STATEMENT OF THE CASE
On September 3, 2024, the State filed a bill of information charging Defendant with possession of a firearm by a felon in violation of La. R.S. 14:95.1.1 On September 9, 2024, Defendant pled not guilty at his arraignment. The matter proceeded to trial by jury. At the conclusion of trial, on June 17, 2025, the jury returned a unanimous verdict finding Defendant guilty of possession of a firearm by a felon in violation of La. R.S. 14:95.1.
On July 8, 2025, Defendant filed motions for new trial and post-verdict judgment of acquittal. On July 14, 2025, the district court conducted a hearing and denied Defendant's post-trial motions. On that same date and immediately thereafter, the trial court sentenced Defendant to the statutory minimum sentence of five years at hard labor.2
FACTS
New Orleans Police Department (“NOPD”) Officer Derrick Burmaster testified that on July 9, 2024, he was “dispatched to 8015 Brevard Street to investigate an aggravated assault with a firearm” resulting from an alleged road-rage incident between neighbors. Upon his arrival to the scene, he spoke to the two female victims who provided Officer Burmaster with a description of Defendant, the firearm involved, and his vehicle. The victims further informed Officer Burmaster that Defendant fled the scene, and provided “his direction of flight.” Officer Burmaster also spoke to a male “witness across the street” who stated that he observed from his window Defendant “aim a gun at a downward low ready position, and he heard, ‘I will kill you,’ coming from his mouth” while looking at the two female victims. Officer Burmaster testified that his body-worn camera was not activated, but confirmed that the eyewitness's statement corroborated the victims’ description of the incident. Upon Defendant's arrival back to the scene, Officer Burmaster arrested Defendant, issued Miranda warnings, and conducted a search incident to arrest, which yielded no weapons or contraband.
Detective Jack Kounlavong, the lead detective on this case with NOPD, testified that he arrived to the scene and that one of the female victims provided him with video footage from an iPhone. He testified that the video, subsequently published to the jury, depicted “a male, dark-complected, with a bag with a little dark object of some kind. It couldn't be definitive of what kind of firearm it was but it looked like a firearm.”3 Det. Kounlavong testified that a search of the NOPD database revealed that Defendant was a convicted felon. Det. Kounlavong stated that he “did author a search warrant for the house and for the vehicle,” but did not recover a firearm.
Mr. Alex Duarte testified that both Defendant and one of the victims each resided separately in an apartment complex located at 8015 Brevard Avenue, directly across the street from his residence. He testified that on July 9, 2024, he heard arguing outside, so he looked out of his window and observed “Defendant pull out a gun and the words came out, ‘I will kill you bitch,’ and he said it more than once.” Mr.
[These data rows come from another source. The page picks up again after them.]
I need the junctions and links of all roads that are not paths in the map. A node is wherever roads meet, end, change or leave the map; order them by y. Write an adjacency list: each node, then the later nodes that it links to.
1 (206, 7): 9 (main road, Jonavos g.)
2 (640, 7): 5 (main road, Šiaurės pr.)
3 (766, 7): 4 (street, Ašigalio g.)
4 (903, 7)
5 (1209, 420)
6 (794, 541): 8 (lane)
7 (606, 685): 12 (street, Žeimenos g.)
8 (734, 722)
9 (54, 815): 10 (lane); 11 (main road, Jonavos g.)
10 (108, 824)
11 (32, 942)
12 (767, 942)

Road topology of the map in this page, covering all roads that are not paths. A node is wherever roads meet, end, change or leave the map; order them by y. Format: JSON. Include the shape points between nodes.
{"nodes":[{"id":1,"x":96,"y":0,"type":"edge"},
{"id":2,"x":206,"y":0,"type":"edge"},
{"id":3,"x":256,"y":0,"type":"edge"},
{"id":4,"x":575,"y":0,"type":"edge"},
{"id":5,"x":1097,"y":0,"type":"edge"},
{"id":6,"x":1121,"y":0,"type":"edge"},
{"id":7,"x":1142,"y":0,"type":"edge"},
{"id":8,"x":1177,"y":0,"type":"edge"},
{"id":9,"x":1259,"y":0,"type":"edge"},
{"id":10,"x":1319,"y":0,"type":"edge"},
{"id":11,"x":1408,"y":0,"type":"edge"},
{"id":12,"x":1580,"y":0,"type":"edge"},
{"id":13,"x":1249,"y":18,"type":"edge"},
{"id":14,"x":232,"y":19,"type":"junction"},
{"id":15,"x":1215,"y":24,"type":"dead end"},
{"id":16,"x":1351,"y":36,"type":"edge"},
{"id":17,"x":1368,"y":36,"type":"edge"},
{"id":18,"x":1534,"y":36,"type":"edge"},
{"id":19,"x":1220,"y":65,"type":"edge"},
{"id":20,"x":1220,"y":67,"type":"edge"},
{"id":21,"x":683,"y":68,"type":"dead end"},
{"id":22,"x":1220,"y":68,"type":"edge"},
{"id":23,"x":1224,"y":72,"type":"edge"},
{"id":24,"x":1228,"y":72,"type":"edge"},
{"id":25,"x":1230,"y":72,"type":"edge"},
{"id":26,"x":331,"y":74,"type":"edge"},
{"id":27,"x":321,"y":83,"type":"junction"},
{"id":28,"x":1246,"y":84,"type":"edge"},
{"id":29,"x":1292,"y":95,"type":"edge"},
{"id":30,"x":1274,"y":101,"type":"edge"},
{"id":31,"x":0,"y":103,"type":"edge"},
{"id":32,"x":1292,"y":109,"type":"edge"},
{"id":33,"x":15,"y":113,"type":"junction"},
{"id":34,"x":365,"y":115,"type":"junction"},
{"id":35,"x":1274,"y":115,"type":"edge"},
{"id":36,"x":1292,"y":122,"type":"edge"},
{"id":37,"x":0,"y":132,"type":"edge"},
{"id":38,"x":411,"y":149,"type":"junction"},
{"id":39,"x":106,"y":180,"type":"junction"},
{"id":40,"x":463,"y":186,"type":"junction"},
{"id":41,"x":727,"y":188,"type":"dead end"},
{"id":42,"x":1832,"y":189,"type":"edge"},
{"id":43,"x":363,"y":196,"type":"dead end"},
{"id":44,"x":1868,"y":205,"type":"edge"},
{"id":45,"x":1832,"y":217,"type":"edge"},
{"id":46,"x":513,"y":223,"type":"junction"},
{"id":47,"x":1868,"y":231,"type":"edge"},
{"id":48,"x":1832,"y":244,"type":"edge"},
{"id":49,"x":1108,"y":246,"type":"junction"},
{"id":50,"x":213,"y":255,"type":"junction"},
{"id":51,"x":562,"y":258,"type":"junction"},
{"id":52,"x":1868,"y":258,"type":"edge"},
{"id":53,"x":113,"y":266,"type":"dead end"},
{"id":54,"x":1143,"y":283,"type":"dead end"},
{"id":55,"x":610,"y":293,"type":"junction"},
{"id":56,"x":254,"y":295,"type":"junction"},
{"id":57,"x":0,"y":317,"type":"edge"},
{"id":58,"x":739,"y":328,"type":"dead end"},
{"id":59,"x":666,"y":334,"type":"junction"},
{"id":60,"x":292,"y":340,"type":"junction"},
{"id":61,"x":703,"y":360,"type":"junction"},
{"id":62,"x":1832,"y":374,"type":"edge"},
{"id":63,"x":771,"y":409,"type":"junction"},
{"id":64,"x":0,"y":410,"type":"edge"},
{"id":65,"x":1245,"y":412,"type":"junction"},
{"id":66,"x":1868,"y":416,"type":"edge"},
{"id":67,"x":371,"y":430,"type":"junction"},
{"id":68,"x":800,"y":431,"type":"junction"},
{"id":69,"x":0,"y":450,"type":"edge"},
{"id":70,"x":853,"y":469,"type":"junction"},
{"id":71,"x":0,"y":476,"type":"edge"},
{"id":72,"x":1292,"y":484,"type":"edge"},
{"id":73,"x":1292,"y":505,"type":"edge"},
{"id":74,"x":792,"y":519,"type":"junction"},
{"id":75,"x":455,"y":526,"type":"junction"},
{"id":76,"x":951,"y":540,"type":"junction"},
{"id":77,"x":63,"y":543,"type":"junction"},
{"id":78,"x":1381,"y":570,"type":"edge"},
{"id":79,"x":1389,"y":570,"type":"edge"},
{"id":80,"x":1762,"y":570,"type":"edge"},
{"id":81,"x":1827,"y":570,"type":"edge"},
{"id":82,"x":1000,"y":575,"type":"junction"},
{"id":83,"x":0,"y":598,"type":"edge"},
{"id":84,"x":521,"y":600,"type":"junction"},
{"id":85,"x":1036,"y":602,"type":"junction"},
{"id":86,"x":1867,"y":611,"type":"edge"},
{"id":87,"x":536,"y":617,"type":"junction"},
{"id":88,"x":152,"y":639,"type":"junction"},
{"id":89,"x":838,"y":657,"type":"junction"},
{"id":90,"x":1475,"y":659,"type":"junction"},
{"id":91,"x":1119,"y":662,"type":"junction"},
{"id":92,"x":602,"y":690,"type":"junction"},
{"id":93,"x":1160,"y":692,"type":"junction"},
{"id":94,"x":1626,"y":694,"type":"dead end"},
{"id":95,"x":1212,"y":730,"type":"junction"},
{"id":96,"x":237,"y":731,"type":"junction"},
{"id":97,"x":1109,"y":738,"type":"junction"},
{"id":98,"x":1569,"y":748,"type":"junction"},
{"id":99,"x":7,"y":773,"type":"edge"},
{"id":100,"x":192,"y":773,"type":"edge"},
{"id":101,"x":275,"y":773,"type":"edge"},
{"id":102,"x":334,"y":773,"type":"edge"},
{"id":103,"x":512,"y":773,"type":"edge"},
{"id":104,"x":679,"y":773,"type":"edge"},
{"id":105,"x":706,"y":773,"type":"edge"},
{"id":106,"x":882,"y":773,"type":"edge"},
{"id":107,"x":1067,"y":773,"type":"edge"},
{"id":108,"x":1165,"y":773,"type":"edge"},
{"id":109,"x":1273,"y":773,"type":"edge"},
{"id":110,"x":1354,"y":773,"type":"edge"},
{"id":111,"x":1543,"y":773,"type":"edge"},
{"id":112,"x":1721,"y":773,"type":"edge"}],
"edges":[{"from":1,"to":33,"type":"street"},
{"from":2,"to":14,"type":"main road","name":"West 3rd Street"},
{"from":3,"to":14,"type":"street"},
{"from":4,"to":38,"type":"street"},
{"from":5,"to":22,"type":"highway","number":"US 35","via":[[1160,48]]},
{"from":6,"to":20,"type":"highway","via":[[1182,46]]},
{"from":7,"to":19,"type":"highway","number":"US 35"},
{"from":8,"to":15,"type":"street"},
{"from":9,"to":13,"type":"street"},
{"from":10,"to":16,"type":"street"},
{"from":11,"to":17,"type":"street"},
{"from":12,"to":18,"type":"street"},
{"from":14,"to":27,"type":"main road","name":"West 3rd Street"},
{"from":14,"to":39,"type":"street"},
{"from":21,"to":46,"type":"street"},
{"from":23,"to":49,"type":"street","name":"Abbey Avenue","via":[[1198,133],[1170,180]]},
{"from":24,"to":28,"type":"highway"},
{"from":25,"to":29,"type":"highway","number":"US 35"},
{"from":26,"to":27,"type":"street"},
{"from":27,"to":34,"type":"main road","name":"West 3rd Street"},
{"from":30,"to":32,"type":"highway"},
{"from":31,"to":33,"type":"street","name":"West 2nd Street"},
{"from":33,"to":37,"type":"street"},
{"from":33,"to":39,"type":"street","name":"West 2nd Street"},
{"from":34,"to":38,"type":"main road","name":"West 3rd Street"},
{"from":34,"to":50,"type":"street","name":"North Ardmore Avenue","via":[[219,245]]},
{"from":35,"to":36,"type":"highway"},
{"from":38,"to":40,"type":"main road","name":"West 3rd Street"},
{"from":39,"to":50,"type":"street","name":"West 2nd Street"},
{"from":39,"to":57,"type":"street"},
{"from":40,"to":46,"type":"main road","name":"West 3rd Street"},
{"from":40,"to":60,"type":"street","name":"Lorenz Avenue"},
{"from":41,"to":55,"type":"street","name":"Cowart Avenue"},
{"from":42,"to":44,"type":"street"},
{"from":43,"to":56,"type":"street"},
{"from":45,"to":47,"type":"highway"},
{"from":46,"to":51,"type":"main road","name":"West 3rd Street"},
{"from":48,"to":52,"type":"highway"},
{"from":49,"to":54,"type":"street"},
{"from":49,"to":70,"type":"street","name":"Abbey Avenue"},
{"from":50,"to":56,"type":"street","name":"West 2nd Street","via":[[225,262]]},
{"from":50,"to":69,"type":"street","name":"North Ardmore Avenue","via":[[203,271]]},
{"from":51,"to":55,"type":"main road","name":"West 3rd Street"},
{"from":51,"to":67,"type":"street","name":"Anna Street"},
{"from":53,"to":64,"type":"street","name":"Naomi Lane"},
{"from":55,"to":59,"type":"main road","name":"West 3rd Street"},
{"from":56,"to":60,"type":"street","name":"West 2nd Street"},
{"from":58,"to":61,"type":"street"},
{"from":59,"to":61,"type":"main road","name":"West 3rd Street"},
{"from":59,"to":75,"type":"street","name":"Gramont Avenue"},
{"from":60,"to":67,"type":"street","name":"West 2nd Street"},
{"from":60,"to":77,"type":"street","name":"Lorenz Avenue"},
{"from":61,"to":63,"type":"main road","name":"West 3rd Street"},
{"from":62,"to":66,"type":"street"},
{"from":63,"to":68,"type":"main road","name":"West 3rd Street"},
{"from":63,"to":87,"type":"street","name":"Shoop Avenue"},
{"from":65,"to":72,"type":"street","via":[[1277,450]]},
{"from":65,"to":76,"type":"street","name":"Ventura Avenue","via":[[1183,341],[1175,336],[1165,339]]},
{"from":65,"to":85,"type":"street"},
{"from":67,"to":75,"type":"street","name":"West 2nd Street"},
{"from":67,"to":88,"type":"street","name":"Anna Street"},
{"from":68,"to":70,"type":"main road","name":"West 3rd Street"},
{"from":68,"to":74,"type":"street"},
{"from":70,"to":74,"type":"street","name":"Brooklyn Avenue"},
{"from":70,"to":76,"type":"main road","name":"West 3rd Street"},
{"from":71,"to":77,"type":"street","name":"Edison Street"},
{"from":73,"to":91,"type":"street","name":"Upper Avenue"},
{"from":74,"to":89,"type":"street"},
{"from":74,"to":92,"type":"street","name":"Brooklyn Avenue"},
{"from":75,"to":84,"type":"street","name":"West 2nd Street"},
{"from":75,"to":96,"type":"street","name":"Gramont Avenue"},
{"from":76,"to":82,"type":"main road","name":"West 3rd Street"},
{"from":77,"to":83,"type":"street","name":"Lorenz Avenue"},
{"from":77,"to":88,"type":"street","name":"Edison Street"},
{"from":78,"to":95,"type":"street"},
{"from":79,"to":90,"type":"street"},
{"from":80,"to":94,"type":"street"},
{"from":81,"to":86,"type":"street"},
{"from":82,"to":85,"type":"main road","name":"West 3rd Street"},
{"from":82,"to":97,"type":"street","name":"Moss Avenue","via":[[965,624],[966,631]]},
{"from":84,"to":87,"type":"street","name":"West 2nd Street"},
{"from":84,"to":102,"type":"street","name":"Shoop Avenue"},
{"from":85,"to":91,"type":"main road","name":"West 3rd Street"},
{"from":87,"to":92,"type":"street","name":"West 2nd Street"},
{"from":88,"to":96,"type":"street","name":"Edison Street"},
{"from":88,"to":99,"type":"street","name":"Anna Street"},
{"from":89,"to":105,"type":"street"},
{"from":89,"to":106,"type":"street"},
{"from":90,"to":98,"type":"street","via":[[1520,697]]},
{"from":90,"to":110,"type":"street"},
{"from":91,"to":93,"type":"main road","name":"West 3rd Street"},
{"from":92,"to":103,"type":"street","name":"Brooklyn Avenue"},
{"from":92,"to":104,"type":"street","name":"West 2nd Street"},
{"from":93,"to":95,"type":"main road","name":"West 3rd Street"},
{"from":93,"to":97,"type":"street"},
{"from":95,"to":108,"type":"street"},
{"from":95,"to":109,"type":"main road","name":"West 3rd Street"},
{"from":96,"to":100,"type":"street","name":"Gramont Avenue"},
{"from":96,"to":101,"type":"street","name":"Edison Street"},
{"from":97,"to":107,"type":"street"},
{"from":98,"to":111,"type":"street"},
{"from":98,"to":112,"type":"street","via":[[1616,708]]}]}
Duarte called the police and reported the situation. He explained that he had “witnessed these two parties get into altercations often,” although it had never gotten so “heated,” and he was concerned for the victims’ safety.
Upon observing the video evidence introduced at trial, Mr. Duarte stated that the footage accurately depicted the incident. He testified that he observed defendant holding “a handgun somewhere between three inches or six inches of a barrel [and] it was either silver or black. He grabbed it with his right arm or right hand, held it. He pointed it toward the victims but not directly at them.” Mr. Duarte testified that Defendant fled from the scene in his vehicle after learning that the police had been called.
Agent Anthony Lindsey, a Louisiana Probation and Parole agent, testified that he had been supervising Defendant since November of 2024, when he inherited Defendant's case from another agent who retired, and that Defendant was still under his supervision at the time of trial. Agent Lindsey testified that Defendant had a “predicate conviction” resulting from a 1994 armed robbery, and that Defendant still remained under state supervision for that conviction. 4
ERRORS PATENT
Prior to reviewing the merits of any criminal appeal, this Court is tasked with examining the record for any errors patent in accordance with La. C.Cr.P. art. 920. “An error patent is one ‘that is discoverable by a mere inspection of the pleadings and proceedings and without inspection of the evidence.’ ” State v. Dixon, 25-0105, p. 14 (La. App. 4 Cir. 12/10/25), ––– So.3d ––––, ––––, 2025 WL 3540914, at * 7 (quoting La. C.Cr.P. art. 920(2)).
The record reflects that the trial judge failed to observe the mandatory twenty-four hour delay for sentencing required after denying Defendant's motion for new trial pursuant to La. C.Cr.P. art. 873. The Louisiana Supreme Court has held that a defendant's pronouncement of his readiness for sentencing may operate as an express waiver of the twenty-four-hour sentencing delay, but a defendant's mere participation in the sentencing hearing is insufficient to constitute an express waiver required by La. C.Cr.P. art. 873. State v. Kisack, 2016-0797, p. 7 (La. 10/18/17), 236 So.3d 1201, 1205. “Nonetheless, an error in failing to observe the statutory sentencing delay may still be found harmless.” State v. Kisack, 16-0797, p. 7 (La. 10/18/17), 236 So.3d 1201, 1205-06.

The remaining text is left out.